# How do you know if OH is broody?



## shudknow

Question is as simple as that. I know the obvious answer is "Ask him" but I am looking for answers other than that. Here's my story - my OH has always said that he gets scared of having kids though he knows he will have one day. He just thinks he is not mentally ready yet which is perfectly understandable and I respect his feelings. I'm not totally there yet as well though some days I may feel hell a lot broody. But, since few days I seem to notice that my OH always brings up the topic of me getting pregnant. For example, he was talking about how much weight I would gain, how will I look, how tender my breasts will become (he is concerned about this since I generally have a lot tender breasts during ovulation and before AF because of which I keep him away :blush:). And when we went to a restaurant, there were two little kids having their meal and they looked extremely adorable and cute. I noticed that my OH couldn't stopped staring at them and he was actually smiling by looking at them. For the first time ever, he said that they were cute and he would like to play with them :kiss: I was happy and amazed. Do you think my OH is broody?

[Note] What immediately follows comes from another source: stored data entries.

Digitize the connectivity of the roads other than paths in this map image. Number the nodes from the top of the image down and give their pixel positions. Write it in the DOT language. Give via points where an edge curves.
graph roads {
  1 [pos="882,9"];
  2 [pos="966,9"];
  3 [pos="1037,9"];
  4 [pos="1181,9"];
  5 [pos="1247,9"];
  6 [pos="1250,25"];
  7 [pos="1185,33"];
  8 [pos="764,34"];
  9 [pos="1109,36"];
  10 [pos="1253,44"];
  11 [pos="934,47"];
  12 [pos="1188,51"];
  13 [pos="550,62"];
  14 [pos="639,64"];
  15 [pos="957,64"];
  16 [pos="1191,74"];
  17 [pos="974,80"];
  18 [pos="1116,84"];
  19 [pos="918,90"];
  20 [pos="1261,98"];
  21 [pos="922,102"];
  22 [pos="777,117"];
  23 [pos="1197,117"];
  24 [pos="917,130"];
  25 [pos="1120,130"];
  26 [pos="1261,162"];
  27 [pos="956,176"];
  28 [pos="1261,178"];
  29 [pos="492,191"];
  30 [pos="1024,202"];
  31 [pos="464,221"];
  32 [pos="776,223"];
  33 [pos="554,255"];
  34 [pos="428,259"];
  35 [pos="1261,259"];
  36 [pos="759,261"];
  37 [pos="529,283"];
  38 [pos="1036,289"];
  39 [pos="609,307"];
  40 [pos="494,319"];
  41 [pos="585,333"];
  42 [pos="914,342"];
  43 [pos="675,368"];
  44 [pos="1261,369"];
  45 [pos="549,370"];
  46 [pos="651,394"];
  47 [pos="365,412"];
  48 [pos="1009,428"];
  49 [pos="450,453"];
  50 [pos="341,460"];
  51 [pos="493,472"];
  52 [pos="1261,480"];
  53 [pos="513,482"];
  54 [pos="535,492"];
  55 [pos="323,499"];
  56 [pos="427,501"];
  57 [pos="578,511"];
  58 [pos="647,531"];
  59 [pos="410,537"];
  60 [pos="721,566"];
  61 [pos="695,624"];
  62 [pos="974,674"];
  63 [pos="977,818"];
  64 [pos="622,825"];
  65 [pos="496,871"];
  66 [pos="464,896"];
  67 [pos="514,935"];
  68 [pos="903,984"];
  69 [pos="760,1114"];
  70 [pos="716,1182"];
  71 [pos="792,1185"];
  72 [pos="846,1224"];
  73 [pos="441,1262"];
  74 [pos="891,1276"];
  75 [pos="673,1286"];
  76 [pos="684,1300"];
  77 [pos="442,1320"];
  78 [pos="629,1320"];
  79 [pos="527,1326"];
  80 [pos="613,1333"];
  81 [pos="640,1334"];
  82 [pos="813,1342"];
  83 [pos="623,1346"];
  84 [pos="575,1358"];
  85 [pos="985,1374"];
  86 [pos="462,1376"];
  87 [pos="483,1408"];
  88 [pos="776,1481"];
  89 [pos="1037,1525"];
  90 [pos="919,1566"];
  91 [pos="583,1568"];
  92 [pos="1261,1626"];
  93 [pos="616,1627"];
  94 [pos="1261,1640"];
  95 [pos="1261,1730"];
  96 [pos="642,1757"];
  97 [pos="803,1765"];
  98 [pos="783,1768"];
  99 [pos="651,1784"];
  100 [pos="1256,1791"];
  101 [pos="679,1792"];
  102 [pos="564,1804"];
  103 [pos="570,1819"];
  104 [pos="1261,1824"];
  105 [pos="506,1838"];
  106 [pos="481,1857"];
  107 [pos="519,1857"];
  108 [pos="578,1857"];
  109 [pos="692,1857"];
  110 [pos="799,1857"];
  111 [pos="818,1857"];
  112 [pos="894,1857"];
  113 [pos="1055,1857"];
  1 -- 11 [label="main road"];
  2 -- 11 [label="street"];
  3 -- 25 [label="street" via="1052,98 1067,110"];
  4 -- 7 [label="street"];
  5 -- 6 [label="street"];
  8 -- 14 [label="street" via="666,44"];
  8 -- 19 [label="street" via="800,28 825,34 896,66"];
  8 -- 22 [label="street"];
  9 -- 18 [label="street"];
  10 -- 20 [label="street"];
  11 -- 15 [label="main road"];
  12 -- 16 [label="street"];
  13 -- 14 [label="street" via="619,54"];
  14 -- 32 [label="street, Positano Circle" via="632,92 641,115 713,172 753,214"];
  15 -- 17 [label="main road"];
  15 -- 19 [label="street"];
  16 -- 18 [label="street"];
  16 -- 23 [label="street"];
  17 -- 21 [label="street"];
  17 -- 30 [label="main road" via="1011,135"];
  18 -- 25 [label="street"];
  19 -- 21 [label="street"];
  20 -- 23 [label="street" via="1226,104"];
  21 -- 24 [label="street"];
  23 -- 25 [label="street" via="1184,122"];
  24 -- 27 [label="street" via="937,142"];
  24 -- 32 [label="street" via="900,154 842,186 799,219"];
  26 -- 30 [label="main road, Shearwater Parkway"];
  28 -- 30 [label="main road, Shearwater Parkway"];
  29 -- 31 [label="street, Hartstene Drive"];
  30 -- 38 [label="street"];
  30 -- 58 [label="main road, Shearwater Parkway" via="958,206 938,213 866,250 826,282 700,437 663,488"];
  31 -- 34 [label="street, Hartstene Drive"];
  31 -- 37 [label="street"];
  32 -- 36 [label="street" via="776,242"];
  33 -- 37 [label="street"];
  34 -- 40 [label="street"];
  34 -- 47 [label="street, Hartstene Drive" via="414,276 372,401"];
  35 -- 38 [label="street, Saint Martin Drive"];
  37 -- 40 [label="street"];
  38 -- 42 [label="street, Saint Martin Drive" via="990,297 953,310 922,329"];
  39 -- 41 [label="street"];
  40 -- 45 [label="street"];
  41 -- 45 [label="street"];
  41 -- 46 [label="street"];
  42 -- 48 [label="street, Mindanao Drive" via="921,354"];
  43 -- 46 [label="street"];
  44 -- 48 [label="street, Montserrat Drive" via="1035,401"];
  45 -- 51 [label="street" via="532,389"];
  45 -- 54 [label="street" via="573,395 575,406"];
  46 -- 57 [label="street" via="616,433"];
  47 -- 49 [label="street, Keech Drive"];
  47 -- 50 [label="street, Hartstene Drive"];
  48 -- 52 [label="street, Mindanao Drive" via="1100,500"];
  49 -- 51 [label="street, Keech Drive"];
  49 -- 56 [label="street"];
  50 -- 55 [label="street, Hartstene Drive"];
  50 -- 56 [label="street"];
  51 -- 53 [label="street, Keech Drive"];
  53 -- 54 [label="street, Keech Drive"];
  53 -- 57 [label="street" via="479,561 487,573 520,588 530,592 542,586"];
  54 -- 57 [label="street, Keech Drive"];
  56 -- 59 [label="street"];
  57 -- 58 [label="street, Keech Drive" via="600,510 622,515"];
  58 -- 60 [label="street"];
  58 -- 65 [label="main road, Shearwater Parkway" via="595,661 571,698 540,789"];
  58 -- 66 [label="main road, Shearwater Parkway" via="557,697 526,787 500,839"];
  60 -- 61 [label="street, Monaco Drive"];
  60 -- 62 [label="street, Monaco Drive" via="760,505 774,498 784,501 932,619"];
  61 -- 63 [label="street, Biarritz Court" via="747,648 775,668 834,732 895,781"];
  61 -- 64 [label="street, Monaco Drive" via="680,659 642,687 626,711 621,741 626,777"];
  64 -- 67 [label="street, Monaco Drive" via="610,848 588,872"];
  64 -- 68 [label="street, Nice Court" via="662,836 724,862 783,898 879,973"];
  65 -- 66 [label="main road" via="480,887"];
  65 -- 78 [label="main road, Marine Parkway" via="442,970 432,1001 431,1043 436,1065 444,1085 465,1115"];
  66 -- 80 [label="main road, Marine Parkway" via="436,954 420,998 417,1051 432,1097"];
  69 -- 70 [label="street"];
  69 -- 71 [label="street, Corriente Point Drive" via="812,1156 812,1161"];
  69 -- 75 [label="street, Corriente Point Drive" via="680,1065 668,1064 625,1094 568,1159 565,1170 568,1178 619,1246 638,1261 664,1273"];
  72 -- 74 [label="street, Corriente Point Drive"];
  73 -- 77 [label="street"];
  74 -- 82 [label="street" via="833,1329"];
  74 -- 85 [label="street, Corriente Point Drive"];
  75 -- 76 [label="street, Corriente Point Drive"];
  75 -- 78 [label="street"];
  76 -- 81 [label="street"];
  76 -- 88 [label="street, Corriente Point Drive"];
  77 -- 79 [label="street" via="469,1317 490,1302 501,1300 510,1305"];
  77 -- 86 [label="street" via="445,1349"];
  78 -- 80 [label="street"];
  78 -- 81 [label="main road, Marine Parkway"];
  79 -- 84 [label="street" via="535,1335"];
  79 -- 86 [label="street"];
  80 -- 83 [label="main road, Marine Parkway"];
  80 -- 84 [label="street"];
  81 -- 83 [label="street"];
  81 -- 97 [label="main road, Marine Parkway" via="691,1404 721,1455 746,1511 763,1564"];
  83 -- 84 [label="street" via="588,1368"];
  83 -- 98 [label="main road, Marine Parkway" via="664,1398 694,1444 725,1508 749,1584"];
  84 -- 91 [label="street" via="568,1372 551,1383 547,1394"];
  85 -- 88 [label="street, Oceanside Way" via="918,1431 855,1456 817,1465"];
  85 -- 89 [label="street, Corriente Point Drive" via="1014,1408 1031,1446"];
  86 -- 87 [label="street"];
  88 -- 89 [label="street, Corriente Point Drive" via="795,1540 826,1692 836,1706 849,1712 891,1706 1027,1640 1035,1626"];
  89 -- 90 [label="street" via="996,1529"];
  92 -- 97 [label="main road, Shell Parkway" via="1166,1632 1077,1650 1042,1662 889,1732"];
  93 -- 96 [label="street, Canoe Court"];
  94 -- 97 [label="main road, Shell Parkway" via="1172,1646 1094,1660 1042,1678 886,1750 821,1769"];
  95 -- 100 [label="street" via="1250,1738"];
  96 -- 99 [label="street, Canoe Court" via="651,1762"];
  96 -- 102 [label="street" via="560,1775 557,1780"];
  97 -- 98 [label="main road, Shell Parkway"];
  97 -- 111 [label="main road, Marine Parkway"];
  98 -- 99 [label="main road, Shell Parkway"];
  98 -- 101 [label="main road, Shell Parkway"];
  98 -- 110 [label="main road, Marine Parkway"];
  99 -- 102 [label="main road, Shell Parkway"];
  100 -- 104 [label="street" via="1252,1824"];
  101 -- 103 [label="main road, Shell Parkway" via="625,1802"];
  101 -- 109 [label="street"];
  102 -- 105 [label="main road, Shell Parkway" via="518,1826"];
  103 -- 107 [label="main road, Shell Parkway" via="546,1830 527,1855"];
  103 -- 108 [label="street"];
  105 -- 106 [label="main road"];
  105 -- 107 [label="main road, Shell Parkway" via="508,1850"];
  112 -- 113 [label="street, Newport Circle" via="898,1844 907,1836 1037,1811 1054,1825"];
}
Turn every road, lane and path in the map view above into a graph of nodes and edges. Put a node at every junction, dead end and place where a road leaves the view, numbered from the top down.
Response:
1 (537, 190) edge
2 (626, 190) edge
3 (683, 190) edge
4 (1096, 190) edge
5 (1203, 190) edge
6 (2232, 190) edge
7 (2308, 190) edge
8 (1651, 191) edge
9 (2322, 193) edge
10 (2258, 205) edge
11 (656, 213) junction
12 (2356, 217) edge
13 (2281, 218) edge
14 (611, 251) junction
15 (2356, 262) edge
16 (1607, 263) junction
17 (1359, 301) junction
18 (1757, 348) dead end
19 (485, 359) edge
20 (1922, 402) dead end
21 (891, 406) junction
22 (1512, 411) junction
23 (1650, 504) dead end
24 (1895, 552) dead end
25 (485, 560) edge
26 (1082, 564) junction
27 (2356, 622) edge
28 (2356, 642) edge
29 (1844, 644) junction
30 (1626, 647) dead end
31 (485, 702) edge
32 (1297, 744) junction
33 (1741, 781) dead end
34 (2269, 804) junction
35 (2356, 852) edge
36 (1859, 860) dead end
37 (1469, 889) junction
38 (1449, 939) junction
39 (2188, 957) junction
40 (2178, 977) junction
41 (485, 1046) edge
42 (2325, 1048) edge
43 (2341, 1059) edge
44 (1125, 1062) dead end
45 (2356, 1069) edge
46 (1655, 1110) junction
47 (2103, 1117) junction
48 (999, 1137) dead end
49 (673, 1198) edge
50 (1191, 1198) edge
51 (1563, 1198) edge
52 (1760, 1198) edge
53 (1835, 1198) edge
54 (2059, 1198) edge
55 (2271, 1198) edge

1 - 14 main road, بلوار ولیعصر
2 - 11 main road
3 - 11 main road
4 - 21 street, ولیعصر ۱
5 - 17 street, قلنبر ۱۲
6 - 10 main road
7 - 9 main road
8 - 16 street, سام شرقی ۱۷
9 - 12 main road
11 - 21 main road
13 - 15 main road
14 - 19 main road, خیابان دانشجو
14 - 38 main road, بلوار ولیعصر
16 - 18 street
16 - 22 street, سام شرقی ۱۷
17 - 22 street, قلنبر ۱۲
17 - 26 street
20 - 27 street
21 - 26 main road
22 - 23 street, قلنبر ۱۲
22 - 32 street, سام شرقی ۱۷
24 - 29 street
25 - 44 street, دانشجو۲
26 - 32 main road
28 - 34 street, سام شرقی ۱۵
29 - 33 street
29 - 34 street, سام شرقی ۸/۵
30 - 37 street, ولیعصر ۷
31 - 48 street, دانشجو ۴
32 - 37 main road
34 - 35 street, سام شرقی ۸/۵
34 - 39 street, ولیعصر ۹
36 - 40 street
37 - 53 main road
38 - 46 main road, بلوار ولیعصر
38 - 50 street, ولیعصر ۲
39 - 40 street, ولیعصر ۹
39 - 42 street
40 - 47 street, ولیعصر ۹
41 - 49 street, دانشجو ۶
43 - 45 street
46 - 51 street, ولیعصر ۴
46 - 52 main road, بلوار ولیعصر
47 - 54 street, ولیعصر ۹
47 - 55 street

How do you ladies know if your OH is broody without him telling or you asking?


----------



## x Zaly x

Awww!! It sounds as if he is broody by the things hes saying and asking. I know my husband is broody when he talks about me being pregnant and brings home a baby suit :) x


----------



## SpazzAxolotl

My OH gets broody off and on too! It's weird... for awhile, I'll be broody, then I'll "come down" from it... and turn around and HE'S the one talking about kids!

My guy's not even a little subtle about it though. He'll put his hand on my belly and talk about when I'm pregnant, or when we're parents.  Mind you I HATE when he does that. He can feel my belly all he wants when I'm expecting, but right now, leave my little belly-pooch to me!

At one point awhile back, I did a video project with a friend for a psychology class we were taking. The project involved the friend wearing a pregnancy suit (we were recording the reactions of people in stores who saw this "pregnant teen" with "her boyfriend"--my boyfriend!--she looks younger than she is, so she's the one who wore the suit while I played cameraman). Later my guy was like, "I wish you'd been the one to play the pregnant girl. I wanted to see what you're going to look like when we finally have kids."

He's SO not subtle about it.  But when I'm broody I'm not very subtle either, and it's like every time I get there, he does a 180 and starts talking about how we can't have kids right now (I know, doesn't stop me from wanting!). I guess one of us has to be responsible :haha:


----------



## brenn09

It sounds very much like he is broody! I knew OH was getting there when he started bringing it up and discussing it all on his own, plus his reactions to things I would say. Before, he was like OMG! NONONONO! :haha:


----------



## Gunnhilde

My OH has the mega broods. He talks about what our children would be like and when we'll be TTC. If I even so much as kid about taking birth control he gets all sad. :haha:

I guess all guys are different and I'm one of those that needs to see giant neon signs of broody before I'll believe it. :winkwink:


----------



## shudknow

Can't agree more with you ladies! I do think as well that my OH is broody but I decided I am not going to talk too much about it with him. I'm going to stick to waiting until 2014 plan and..

X ZalyX: baby suit..? wow...that's super duper broody!


----------



## x Zaly x

Yeahhh i know lol but it was gorgeous so im not complaining


----------



## Vicki_Cream

My OH is pretty open about his broodiness (especially when he has had a beer or two lol ;) ), but we haven't been talking about it as much recently due to our financial situation as it gets us down. Tbh my OH has been down right depressed that we can't start trying yet, and it's been ME who has had to keep reminding him that we WILL get there etc.

Role reversal much haha?! :haha:


----------